Hungary’s PM Viktor Orban doesn’t get a great press – at least outside Hungary where it’s harder to arrange.
So broadminded diversity connoisseurs might profit from a recent speech at the Bálványos Free Summer University and Student Camp (a ‘large-scale intellectual workshop of the Carpathian Basin’ apparently).
It reads both well and revealingly; logically constructed and strategically coherent; its premises stated and conclusions drawn. Perhaps he could give Zoom lessons to more gushy and less focused global peers.
Its theme is Orban’s view of the interests of Hungary as a nation state.
And at its heart is a conception of Hungarian identity, distinctive but not static in response to the current trends, emerging from the Hungarian people.
Which most definitely conflicts with what Orban terms a ‘post-Western identity’ (with its spiritual home for the purposes of this analysis in Brussels).
He puts it like this: “We made an offer to the post-Westerners which was based on tolerance or leaving one another in peace, allowing each to decide for themselves whom they want to live alongside; but they reject this and are continuing to fight against Central Europe, with the goal of making us like them.”

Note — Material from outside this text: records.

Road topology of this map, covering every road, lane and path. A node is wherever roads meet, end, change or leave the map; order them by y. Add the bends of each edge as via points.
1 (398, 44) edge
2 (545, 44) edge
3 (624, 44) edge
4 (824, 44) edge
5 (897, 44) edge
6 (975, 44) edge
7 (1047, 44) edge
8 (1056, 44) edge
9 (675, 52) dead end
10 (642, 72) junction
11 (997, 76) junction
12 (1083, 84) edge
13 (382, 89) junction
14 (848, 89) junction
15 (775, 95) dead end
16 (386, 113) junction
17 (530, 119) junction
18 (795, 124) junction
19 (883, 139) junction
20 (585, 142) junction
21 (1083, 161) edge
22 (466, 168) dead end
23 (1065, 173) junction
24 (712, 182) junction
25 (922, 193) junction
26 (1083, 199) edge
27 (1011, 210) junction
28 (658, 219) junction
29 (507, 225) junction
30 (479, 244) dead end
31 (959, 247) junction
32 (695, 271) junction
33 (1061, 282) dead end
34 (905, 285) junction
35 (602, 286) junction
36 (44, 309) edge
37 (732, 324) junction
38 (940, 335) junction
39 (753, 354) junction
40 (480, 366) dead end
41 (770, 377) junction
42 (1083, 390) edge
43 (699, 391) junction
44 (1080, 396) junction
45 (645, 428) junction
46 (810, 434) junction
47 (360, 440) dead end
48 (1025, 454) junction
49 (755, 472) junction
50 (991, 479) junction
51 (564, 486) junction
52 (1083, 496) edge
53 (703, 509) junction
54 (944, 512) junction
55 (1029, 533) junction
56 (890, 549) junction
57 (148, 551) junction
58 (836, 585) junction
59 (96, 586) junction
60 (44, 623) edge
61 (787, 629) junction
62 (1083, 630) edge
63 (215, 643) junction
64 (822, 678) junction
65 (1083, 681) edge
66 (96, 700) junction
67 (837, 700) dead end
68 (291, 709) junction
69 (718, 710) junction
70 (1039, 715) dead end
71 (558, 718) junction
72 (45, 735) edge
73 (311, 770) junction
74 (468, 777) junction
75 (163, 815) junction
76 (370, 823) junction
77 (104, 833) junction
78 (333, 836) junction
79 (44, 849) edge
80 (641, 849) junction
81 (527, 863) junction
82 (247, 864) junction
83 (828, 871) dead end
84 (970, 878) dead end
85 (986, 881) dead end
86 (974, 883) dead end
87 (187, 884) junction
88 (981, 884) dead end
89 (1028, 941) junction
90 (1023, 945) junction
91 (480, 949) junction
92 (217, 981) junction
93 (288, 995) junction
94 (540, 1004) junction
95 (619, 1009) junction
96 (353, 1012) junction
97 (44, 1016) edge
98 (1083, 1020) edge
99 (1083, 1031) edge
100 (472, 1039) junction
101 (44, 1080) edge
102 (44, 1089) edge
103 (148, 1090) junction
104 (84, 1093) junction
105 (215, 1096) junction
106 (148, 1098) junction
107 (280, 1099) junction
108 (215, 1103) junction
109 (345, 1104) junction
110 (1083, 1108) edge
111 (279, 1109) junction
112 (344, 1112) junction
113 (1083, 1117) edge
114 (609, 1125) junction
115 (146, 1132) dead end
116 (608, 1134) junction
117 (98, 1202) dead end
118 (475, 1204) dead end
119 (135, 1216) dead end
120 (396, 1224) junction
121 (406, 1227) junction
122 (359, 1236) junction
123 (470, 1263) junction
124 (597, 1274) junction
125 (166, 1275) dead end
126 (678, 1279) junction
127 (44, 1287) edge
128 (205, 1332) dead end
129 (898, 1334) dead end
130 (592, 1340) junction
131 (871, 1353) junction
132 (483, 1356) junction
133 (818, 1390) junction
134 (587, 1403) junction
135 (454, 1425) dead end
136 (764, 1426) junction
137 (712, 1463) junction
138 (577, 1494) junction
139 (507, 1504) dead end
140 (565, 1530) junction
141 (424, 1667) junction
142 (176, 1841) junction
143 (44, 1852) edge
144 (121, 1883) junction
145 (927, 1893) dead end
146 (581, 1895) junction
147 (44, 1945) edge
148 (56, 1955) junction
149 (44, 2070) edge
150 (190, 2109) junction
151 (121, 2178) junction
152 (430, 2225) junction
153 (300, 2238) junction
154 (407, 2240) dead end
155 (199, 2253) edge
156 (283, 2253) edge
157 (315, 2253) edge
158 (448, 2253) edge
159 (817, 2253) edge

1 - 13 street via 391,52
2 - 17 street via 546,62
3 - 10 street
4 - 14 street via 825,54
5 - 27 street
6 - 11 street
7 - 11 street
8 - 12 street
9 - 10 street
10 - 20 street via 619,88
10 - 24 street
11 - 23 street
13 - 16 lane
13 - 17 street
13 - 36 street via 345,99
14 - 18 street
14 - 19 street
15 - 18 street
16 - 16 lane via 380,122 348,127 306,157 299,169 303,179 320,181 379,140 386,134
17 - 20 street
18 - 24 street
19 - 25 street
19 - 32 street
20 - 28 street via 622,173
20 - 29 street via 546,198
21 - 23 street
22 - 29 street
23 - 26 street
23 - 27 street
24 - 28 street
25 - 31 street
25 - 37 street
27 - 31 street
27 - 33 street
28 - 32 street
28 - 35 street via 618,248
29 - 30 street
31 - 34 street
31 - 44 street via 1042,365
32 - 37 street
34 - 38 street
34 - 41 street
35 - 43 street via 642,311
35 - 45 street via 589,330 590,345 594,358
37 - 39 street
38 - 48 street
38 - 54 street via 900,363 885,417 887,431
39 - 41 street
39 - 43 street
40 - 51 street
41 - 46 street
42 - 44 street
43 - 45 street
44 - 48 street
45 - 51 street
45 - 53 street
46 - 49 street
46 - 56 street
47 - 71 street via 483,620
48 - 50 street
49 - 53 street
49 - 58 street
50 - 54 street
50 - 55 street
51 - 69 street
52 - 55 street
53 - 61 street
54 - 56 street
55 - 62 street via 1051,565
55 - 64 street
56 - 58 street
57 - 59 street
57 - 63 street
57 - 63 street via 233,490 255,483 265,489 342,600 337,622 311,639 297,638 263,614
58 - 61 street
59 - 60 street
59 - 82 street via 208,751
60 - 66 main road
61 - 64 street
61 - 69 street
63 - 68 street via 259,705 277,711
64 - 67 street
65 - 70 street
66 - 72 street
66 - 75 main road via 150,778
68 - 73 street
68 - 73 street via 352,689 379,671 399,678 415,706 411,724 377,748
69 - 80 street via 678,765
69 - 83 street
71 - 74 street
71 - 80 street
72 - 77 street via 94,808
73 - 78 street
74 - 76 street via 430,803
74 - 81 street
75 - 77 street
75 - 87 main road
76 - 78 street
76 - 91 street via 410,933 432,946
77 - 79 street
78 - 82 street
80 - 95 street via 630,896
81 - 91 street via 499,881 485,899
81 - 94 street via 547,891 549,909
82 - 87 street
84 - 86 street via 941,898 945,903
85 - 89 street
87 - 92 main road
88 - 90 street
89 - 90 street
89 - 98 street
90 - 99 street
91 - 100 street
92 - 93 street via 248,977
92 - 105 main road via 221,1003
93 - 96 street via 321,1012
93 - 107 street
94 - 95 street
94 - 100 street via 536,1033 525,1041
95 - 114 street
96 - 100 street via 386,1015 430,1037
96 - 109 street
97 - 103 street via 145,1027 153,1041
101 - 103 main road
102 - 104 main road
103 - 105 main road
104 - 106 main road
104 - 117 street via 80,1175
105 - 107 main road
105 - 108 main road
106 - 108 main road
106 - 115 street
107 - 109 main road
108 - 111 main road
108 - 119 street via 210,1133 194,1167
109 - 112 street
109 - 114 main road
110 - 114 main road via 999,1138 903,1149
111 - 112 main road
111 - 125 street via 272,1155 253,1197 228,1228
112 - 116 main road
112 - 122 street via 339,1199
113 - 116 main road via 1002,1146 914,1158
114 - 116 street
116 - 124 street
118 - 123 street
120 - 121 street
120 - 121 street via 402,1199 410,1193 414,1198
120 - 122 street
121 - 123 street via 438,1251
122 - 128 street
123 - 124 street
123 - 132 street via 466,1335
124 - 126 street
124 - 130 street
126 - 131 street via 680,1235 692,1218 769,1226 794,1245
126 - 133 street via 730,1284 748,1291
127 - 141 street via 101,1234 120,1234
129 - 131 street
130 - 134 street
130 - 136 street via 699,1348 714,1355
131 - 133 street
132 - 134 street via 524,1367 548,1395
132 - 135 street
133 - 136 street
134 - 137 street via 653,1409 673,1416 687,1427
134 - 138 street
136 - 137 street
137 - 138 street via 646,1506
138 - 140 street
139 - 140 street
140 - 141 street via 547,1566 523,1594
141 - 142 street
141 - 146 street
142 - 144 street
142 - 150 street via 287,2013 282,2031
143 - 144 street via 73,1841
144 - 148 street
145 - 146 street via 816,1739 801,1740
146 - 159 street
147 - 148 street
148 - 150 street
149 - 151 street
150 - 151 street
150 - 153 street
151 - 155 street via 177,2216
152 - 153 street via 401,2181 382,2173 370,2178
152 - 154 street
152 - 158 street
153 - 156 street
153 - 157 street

Or, putting it in more practical terms, he will use democratic powers to resist the external imposition – in this case by the EU – of social or demographic change (read migration here) which is not actively sought by a political consensus of Hungarians.
He acknowledges with some relish that such a fundamental political difference puts Hungary’s government at odds with the EU political consensus.
As the earlier statement suggests, Orban sees the other members of the central European Visegrad group (Poland, the Czech Republic and Slovakia) as natural allies, but also recognises that interests will frequently diverge.
Indeed, it becomes apparent that – perhaps as a consequence of this strategy of national interest – a great deal of effort is needed to avoid undue dependence on any one power, the United States and Russia, as much as the EU (although perhaps not with the same level of urgency).
And policy is interconnected. So the need for diversity in energy sources – in order to reduce scope for EU diktat – flows into considerations of security policy.
Here he rather bravely goes into specifics avoided by many European leaders by attempting to explain how his government’s assessment of the parties’ security needs, shaped Hungarian policy in the Ukrainian war.
Perhaps he also needs to, as this caused some serious differences with his Polish friends:
“As regards the war, the Poles and the Hungarians have the same strategic interest: they do not want the Russians to come any closer, they want Ukraine’s sovereignty to be preserved, and they want Ukraine to be a democracy … [but] the problem in Hungarian-Polish relations is one of the heart. We Hungarians see this war as a war between two Slavic peoples, and as one which we want to stay out of. But the Poles see it as a war in which they are also involved: it is their war, and they are almost fighting it.”
Fortunately, when making the speech he took the precaution of invoking “ [the need for] modesty and humility: you cannot supplant the Lord of History”.
Because at least one of the premises of his Ukrainian policy – that Western military aid could not make a decisive difference – seems to have been falsified.
That said, his conclusion that the war likely ends by a negotiation which acknowledges some Russian security interests in Ukraine seems quite similar to that of Henry Kissinger and one suspects may be shared by the EU leadership and the Biden administration, albeit more artfully shaded by moral rhetoric.
Another aspect of Orban’s speech which might surprise us non-Hungarians is the almost casual treatment of economic issues.
There are none of the profound statements of dependency on global economic trends, nor the demands for far reaching, urgent and essential reform, which we take in our stride these days. Only a quiet confidence that an open “gateway” or “transit” economy, diversified in energy terms, attractive to market-driven capital and technological innovation, socially and politically stable, will continue to enjoy above-average economic growth.
This, prosaically, seems to be the main objective, rather than more sweeping but perhaps less attainable goals like carbon neutrality or ending child poverty. (Cheap energy seems to be the Hungarian anti-poverty tool of choice.) But it would permit Hungary and its central European peers to become rich enough by 2030 to be net contributors to the post-Western EU budget. And perhaps give them leverage to make it a little less post-Western.
Like good material out of China, it’s a bracing contrast to some of our own, dare one say, post-Western political dialogue. Not surprising then that some will prefer to discount it on the grounds of xenophobia and anti-semitism. While that might make it easier, the Jerusalem Post – an organ well attuned to the nuances of anti-semitism – lets us know that it might just be a bit more complicated than that.